**Source data:**
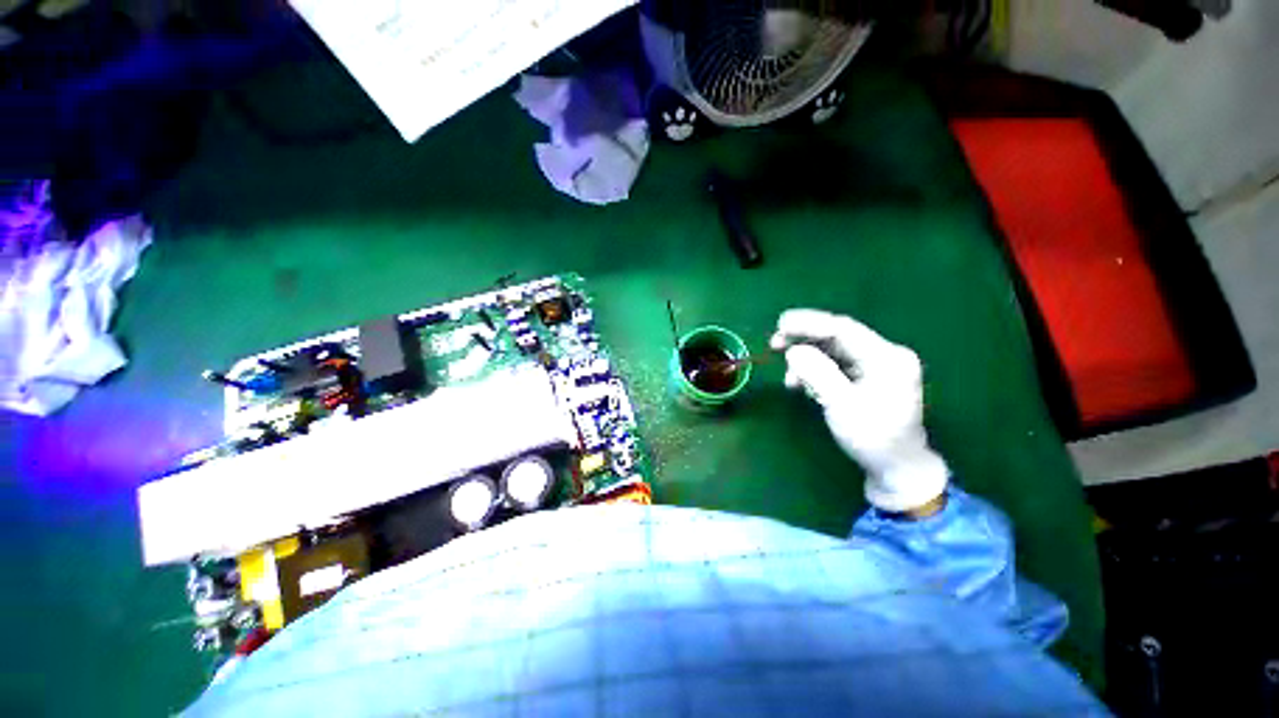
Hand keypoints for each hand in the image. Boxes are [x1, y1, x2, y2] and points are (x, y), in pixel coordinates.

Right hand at [771, 309, 948, 513]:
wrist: (896, 468)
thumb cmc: (873, 439)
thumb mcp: (842, 406)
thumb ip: (817, 373)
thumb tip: (793, 351)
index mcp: (887, 357)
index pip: (843, 329)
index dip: (809, 324)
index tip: (780, 324)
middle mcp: (883, 355)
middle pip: (836, 336)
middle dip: (803, 339)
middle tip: (775, 344)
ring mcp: (875, 365)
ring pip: (832, 350)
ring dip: (806, 359)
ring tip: (788, 378)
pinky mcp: (865, 376)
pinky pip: (834, 364)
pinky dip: (813, 371)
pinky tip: (800, 384)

**Action item:** The entries above should be retyped word for word, with all pictures omitted.

**Task output:**
Hand keypoints for each hand in the image. Boxes are [x1, y1, x2, y2] and points are (x, y), in pixel coordinates.

Right hand at [771, 309, 948, 513]:
wrist: (896, 468)
thumb cmc: (873, 439)
thumb mcp: (842, 406)
thumb ip: (817, 373)
thumb tip: (793, 351)
index mcp: (887, 357)
index pip: (843, 329)
index dip: (809, 324)
index tip: (780, 324)
middle mcp: (883, 355)
middle pip: (836, 336)
middle dip: (803, 339)
middle tip: (775, 344)
ring mcp: (875, 365)
ring pip: (832, 350)
ring dip: (806, 359)
ring tip: (788, 378)
pinky mcp: (865, 376)
pinky pip: (834, 364)
pinky dip: (813, 371)
pinky tip: (800, 384)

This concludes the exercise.